__TASK REQUIREMENTS__: The answer must be the complete listing, reproduced exactly.

__SOURCE INFORMATION__:
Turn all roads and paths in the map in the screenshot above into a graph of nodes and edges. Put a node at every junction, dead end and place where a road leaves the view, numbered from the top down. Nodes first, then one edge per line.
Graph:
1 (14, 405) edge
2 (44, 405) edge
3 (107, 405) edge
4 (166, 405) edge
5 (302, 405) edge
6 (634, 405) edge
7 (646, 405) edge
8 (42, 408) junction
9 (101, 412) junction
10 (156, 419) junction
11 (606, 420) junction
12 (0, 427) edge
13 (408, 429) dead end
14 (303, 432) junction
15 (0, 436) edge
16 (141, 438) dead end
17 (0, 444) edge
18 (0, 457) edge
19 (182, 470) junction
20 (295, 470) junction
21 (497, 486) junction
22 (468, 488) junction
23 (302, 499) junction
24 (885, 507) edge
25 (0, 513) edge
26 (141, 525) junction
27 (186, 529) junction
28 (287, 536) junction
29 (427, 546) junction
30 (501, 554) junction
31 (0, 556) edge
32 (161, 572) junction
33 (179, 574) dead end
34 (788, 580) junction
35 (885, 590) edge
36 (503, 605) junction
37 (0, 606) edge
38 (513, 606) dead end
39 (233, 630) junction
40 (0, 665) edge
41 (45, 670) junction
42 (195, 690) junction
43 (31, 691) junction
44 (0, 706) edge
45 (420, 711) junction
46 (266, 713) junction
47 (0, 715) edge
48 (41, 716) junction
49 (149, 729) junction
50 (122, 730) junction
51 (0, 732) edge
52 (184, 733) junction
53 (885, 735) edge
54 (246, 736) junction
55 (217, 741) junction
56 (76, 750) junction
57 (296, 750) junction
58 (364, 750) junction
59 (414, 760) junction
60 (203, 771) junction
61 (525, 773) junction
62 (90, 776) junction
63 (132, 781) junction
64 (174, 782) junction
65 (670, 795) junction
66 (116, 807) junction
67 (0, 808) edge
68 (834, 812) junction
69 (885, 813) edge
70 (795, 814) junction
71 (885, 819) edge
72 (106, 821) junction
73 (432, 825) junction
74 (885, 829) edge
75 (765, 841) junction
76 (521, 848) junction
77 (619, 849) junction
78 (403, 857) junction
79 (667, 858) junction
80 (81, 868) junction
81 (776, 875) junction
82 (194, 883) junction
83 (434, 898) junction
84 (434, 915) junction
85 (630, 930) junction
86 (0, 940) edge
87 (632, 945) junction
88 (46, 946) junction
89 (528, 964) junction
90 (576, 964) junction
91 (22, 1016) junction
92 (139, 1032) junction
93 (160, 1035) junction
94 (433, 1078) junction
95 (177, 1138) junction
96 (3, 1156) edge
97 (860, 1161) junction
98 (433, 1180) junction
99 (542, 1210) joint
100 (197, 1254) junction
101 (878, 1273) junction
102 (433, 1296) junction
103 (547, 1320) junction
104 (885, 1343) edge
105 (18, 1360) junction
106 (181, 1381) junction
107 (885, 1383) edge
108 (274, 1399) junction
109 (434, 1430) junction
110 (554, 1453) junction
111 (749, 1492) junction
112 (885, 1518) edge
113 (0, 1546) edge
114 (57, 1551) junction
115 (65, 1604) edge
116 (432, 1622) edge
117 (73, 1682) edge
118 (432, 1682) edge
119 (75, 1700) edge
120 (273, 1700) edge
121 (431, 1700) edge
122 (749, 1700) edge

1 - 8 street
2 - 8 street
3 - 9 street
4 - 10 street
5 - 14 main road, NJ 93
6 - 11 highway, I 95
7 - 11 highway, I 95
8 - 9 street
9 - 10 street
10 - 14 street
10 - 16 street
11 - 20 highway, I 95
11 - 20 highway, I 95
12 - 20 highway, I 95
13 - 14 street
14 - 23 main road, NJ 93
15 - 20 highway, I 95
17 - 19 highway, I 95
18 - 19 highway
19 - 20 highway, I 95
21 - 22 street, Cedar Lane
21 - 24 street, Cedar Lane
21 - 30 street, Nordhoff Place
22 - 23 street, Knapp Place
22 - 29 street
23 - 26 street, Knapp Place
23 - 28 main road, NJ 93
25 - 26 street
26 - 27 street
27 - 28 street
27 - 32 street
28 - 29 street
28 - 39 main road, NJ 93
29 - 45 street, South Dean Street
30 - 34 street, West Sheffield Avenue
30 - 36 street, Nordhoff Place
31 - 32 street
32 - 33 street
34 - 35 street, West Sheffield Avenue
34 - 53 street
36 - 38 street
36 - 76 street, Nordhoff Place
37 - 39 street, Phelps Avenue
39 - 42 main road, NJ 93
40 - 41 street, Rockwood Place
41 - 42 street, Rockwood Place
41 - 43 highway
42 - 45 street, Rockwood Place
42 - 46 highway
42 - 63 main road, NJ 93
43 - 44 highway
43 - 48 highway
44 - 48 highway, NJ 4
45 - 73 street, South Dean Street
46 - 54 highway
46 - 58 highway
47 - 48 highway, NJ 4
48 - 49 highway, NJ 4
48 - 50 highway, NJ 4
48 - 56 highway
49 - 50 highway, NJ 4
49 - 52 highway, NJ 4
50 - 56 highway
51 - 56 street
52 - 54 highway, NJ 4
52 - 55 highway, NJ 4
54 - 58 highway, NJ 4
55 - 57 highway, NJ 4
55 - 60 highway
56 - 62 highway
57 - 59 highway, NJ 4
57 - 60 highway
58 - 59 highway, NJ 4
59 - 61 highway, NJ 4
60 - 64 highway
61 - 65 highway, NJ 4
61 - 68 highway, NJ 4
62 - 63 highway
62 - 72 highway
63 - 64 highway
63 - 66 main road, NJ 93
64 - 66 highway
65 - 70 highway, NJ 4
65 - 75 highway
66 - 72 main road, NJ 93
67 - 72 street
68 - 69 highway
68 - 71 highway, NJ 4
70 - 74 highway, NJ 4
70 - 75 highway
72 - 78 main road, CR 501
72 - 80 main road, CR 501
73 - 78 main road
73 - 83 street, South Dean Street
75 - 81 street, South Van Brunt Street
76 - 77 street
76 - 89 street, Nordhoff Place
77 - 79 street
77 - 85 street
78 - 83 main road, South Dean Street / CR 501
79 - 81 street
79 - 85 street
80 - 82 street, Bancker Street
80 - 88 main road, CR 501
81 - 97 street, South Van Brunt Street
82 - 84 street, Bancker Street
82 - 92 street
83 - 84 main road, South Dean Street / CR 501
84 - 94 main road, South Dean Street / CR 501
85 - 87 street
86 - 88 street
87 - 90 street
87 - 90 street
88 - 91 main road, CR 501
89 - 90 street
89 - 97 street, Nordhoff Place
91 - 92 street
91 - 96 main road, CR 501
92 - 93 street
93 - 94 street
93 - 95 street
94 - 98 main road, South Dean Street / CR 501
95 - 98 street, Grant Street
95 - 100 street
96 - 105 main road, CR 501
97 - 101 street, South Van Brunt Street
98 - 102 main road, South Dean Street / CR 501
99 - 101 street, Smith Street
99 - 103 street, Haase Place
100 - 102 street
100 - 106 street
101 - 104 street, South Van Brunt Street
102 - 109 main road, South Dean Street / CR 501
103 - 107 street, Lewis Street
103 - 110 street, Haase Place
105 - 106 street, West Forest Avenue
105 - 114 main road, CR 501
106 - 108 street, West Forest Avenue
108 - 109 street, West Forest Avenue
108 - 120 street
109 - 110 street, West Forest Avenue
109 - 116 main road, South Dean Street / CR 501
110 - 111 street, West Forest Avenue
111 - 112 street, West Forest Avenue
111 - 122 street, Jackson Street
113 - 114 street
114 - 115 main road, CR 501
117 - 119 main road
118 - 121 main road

__EXPECTED OUTPUT__:
Turn all roads and paths in the map in the screenshot above into a graph of nodes and edges. Put a node at every junction, dead end and place where a road leaves the view, numbered from the top down. Nodes first, then one edge per line.
Graph:
1 (14, 405) edge
2 (44, 405) edge
3 (107, 405) edge
4 (166, 405) edge
5 (302, 405) edge
6 (634, 405) edge
7 (646, 405) edge
8 (42, 408) junction
9 (101, 412) junction
10 (156, 419) junction
11 (606, 420) junction
12 (0, 427) edge
13 (408, 429) dead end
14 (303, 432) junction
15 (0, 436) edge
16 (141, 438) dead end
17 (0, 444) edge
18 (0, 457) edge
19 (182, 470) junction
20 (295, 470) junction
21 (497, 486) junction
22 (468, 488) junction
23 (302, 499) junction
24 (885, 507) edge
25 (0, 513) edge
26 (141, 525) junction
27 (186, 529) junction
28 (287, 536) junction
29 (427, 546) junction
30 (501, 554) junction
31 (0, 556) edge
32 (161, 572) junction
33 (179, 574) dead end
34 (788, 580) junction
35 (885, 590) edge
36 (503, 605) junction
37 (0, 606) edge
38 (513, 606) dead end
39 (233, 630) junction
40 (0, 665) edge
41 (45, 670) junction
42 (195, 690) junction
43 (31, 691) junction
44 (0, 706) edge
45 (420, 711) junction
46 (266, 713) junction
47 (0, 715) edge
48 (41, 716) junction
49 (149, 729) junction
50 (122, 730) junction
51 (0, 732) edge
52 (184, 733) junction
53 (885, 735) edge
54 (246, 736) junction
55 (217, 741) junction
56 (76, 750) junction
57 (296, 750) junction
58 (364, 750) junction
59 (414, 760) junction
60 (203, 771) junction
61 (525, 773) junction
62 (90, 776) junction
63 (132, 781) junction
64 (174, 782) junction
65 (670, 795) junction
66 (116, 807) junction
67 (0, 808) edge
68 (834, 812) junction
69 (885, 813) edge
70 (795, 814) junction
71 (885, 819) edge
72 (106, 821) junction
73 (432, 825) junction
74 (885, 829) edge
75 (765, 841) junction
76 (521, 848) junction
77 (619, 849) junction
78 (403, 857) junction
79 (667, 858) junction
80 (81, 868) junction
81 (776, 875) junction
82 (194, 883) junction
83 (434, 898) junction
84 (434, 915) junction
85 (630, 930) junction
86 (0, 940) edge
87 (632, 945) junction
88 (46, 946) junction
89 (528, 964) junction
90 (576, 964) junction
91 (22, 1016) junction
92 (139, 1032) junction
93 (160, 1035) junction
94 (433, 1078) junction
95 (177, 1138) junction
96 (3, 1156) edge
97 (860, 1161) junction
98 (433, 1180) junction
99 (542, 1210) joint
100 (197, 1254) junction
101 (878, 1273) junction
102 (433, 1296) junction
103 (547, 1320) junction
104 (885, 1343) edge
105 (18, 1360) junction
106 (181, 1381) junction
107 (885, 1383) edge
108 (274, 1399) junction
109 (434, 1430) junction
110 (554, 1453) junction
111 (749, 1492) junction
112 (885, 1518) edge
113 (0, 1546) edge
114 (57, 1551) junction
115 (65, 1604) edge
116 (432, 1622) edge
117 (73, 1682) edge
118 (432, 1682) edge
119 (75, 1700) edge
120 (273, 1700) edge
121 (431, 1700) edge
122 (749, 1700) edge

1 - 8 street
2 - 8 street
3 - 9 street
4 - 10 street
5 - 14 main road, NJ 93
6 - 11 highway, I 95
7 - 11 highway, I 95
8 - 9 street
9 - 10 street
10 - 14 street
10 - 16 street
11 - 20 highway, I 95
11 - 20 highway, I 95
12 - 20 highway, I 95
13 - 14 street
14 - 23 main road, NJ 93
15 - 20 highway, I 95
17 - 19 highway, I 95
18 - 19 highway
19 - 20 highway, I 95
21 - 22 street, Cedar Lane
21 - 24 street, Cedar Lane
21 - 30 street, Nordhoff Place
22 - 23 street, Knapp Place
22 - 29 street
23 - 26 street, Knapp Place
23 - 28 main road, NJ 93
25 - 26 street
26 - 27 street
27 - 28 street
27 - 32 street
28 - 29 street
28 - 39 main road, NJ 93
29 - 45 street, South Dean Street
30 - 34 street, West Sheffield Avenue
30 - 36 street, Nordhoff Place
31 - 32 street
32 - 33 street
34 - 35 street, West Sheffield Avenue
34 - 53 street
36 - 38 street
36 - 76 street, Nordhoff Place
37 - 39 street, Phelps Avenue
39 - 42 main road, NJ 93
40 - 41 street, Rockwood Place
41 - 42 street, Rockwood Place
41 - 43 highway
42 - 45 street, Rockwood Place
42 - 46 highway
42 - 63 main road, NJ 93
43 - 44 highway
43 - 48 highway
44 - 48 highway, NJ 4
45 - 73 street, South Dean Street
46 - 54 highway
46 - 58 highway
47 - 48 highway, NJ 4
48 - 49 highway, NJ 4
48 - 50 highway, NJ 4
48 - 56 highway
49 - 50 highway, NJ 4
49 - 52 highway, NJ 4
50 - 56 highway
51 - 56 street
52 - 54 highway, NJ 4
52 - 55 highway, NJ 4
54 - 58 highway, NJ 4
55 - 57 highway, NJ 4
55 - 60 highway
56 - 62 highway
57 - 59 highway, NJ 4
57 - 60 highway
58 - 59 highway, NJ 4
59 - 61 highway, NJ 4
60 - 64 highway
61 - 65 highway, NJ 4
61 - 68 highway, NJ 4
62 - 63 highway
62 - 72 highway
63 - 64 highway
63 - 66 main road, NJ 93
64 - 66 highway
65 - 70 highway, NJ 4
65 - 75 highway
66 - 72 main road, NJ 93
67 - 72 street
68 - 69 highway
68 - 71 highway, NJ 4
70 - 74 highway, NJ 4
70 - 75 highway
72 - 78 main road, CR 501
72 - 80 main road, CR 501
73 - 78 main road
73 - 83 street, South Dean Street
75 - 81 street, South Van Brunt Street
76 - 77 street
76 - 89 street, Nordhoff Place
77 - 79 street
77 - 85 street
78 - 83 main road, South Dean Street / CR 501
79 - 81 street
79 - 85 street
80 - 82 street, Bancker Street
80 - 88 main road, CR 501
81 - 97 street, South Van Brunt Street
82 - 84 street, Bancker Street
82 - 92 street
83 - 84 main road, South Dean Street / CR 501
84 - 94 main road, South Dean Street / CR 501
85 - 87 street
86 - 88 street
87 - 90 street
87 - 90 street
88 - 91 main road, CR 501
89 - 90 street
89 - 97 street, Nordhoff Place
91 - 92 street
91 - 96 main road, CR 501
92 - 93 street
93 - 94 street
93 - 95 street
94 - 98 main road, South Dean Street / CR 501
95 - 98 street, Grant Street
95 - 100 street
96 - 105 main road, CR 501
97 - 101 street, South Van Brunt Street
98 - 102 main road, South Dean Street / CR 501
99 - 101 street, Smith Street
99 - 103 street, Haase Place
100 - 102 street
100 - 106 street
101 - 104 street, South Van Brunt Street
102 - 109 main road, South Dean Street / CR 501
103 - 107 street, Lewis Street
103 - 110 street, Haase Place
105 - 106 street, West Forest Avenue
105 - 114 main road, CR 501
106 - 108 street, West Forest Avenue
108 - 109 street, West Forest Avenue
108 - 120 street
109 - 110 street, West Forest Avenue
109 - 116 main road, South Dean Street / CR 501
110 - 111 street, West Forest Avenue
111 - 112 street, West Forest Avenue
111 - 122 street, Jackson Street
113 - 114 street
114 - 115 main road, CR 501
117 - 119 main road
118 - 121 main road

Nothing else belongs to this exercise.